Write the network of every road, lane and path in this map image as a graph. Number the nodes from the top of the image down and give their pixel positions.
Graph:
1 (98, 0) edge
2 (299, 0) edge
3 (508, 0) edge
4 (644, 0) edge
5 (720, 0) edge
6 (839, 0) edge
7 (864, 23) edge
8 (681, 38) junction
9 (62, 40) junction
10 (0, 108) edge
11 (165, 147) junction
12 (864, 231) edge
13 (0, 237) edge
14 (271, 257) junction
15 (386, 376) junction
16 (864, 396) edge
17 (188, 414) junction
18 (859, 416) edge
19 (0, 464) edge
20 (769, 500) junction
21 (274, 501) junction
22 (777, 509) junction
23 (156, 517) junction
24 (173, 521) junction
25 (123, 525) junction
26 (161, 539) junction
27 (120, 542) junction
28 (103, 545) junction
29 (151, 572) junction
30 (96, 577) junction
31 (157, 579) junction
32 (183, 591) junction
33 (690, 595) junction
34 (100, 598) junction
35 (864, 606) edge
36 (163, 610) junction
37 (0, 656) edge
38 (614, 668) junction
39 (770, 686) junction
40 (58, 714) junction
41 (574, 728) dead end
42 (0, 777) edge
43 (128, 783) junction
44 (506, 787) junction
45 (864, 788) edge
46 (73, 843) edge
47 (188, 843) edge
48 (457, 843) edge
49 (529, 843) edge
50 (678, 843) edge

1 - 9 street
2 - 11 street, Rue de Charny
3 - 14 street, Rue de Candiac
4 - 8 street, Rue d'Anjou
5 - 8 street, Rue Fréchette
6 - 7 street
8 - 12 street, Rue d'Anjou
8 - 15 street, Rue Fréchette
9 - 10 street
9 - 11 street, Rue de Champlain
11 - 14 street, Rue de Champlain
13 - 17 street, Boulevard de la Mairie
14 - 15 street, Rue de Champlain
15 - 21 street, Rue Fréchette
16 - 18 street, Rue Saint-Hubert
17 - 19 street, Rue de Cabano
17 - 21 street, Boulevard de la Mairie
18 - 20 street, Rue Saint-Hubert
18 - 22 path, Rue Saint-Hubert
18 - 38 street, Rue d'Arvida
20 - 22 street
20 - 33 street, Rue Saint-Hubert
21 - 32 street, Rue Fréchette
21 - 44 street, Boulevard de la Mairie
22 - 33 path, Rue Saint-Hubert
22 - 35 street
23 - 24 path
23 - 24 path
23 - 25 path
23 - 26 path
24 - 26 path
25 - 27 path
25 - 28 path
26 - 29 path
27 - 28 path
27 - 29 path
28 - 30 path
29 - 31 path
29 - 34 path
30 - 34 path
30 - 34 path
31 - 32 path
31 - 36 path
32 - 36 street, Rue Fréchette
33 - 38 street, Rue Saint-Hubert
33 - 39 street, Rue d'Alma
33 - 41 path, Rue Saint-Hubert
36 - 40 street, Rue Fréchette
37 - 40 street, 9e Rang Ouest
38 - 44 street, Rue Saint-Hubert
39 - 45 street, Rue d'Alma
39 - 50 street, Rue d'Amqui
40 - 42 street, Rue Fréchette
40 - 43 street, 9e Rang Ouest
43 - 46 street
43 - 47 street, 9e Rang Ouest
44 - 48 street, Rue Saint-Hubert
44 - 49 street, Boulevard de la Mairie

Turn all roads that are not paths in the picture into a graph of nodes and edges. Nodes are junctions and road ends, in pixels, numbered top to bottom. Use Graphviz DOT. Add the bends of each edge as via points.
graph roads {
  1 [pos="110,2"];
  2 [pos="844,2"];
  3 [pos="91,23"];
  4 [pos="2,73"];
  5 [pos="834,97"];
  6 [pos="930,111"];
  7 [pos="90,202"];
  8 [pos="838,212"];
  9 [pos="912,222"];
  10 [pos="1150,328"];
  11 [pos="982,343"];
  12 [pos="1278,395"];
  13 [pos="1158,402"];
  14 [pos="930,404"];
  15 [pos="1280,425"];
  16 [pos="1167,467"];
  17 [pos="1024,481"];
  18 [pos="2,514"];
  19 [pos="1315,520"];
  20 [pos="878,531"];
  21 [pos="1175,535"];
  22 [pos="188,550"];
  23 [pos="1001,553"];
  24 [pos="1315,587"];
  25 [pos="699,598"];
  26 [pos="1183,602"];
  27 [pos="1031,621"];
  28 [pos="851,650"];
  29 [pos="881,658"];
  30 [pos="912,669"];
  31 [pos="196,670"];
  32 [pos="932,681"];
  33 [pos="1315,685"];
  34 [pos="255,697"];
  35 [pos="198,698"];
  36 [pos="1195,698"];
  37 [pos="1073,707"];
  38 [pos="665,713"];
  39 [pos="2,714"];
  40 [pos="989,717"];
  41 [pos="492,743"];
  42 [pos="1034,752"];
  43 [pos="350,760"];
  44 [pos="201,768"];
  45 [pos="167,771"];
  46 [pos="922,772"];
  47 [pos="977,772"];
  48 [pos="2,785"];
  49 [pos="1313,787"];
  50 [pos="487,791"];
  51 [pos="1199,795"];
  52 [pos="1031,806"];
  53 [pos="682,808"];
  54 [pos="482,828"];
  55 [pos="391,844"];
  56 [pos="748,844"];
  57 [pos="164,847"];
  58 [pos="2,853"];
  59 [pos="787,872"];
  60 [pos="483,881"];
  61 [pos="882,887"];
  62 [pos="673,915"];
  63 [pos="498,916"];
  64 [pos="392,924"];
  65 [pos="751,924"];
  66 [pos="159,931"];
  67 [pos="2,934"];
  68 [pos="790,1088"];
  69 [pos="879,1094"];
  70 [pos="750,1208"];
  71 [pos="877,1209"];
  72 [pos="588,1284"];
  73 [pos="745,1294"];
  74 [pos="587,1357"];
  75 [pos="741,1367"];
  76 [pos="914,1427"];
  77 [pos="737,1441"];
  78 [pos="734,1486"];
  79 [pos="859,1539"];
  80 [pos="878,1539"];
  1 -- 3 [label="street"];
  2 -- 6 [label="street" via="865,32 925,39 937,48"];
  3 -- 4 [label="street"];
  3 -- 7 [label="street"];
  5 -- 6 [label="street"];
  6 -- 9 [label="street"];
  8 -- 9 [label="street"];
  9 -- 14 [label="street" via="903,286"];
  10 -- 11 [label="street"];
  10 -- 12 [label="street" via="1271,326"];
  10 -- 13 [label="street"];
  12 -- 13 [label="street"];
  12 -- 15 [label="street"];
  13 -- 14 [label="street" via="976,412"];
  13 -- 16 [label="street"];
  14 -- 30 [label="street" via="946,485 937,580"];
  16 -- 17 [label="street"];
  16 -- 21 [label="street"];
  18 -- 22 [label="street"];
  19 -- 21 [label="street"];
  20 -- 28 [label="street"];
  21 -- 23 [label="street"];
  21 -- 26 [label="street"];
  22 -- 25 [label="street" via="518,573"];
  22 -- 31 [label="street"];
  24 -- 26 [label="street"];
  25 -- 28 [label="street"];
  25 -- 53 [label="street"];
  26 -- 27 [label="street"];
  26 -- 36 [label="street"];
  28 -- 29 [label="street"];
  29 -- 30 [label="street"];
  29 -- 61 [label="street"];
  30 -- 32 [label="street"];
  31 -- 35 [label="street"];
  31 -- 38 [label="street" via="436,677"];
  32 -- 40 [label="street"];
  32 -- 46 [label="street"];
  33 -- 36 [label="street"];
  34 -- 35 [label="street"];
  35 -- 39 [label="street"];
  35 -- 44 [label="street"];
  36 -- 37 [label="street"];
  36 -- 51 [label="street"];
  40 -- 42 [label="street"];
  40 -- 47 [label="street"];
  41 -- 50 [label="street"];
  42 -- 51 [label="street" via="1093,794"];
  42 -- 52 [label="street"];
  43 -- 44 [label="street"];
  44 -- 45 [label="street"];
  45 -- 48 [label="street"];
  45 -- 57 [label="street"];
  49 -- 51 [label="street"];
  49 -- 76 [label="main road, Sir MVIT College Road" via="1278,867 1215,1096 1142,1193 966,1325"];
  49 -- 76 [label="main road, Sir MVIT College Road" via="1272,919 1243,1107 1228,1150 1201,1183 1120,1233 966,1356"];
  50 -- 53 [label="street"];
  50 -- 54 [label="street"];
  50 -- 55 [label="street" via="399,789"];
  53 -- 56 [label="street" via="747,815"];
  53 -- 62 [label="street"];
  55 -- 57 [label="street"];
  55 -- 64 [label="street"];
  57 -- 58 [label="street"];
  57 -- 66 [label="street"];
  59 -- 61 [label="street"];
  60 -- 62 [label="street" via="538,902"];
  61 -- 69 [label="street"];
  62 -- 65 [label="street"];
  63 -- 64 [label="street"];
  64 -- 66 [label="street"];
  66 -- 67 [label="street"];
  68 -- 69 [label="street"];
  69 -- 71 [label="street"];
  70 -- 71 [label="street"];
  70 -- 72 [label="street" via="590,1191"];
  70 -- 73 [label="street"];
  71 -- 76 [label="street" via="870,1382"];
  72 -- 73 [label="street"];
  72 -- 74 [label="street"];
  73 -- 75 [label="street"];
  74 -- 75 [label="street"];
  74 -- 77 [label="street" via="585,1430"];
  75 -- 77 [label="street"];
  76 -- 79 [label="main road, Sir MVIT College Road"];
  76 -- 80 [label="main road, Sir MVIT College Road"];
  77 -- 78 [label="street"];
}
****
◆ Your assignment ◆
For this exercise, copy each line from the listing above that has the word "Rang".

◆ Response area ◆
37 - 40 street, 9e Rang Ouest
40 - 43 street, 9e Rang Ouest
43 - 47 street, 9e Rang Ouest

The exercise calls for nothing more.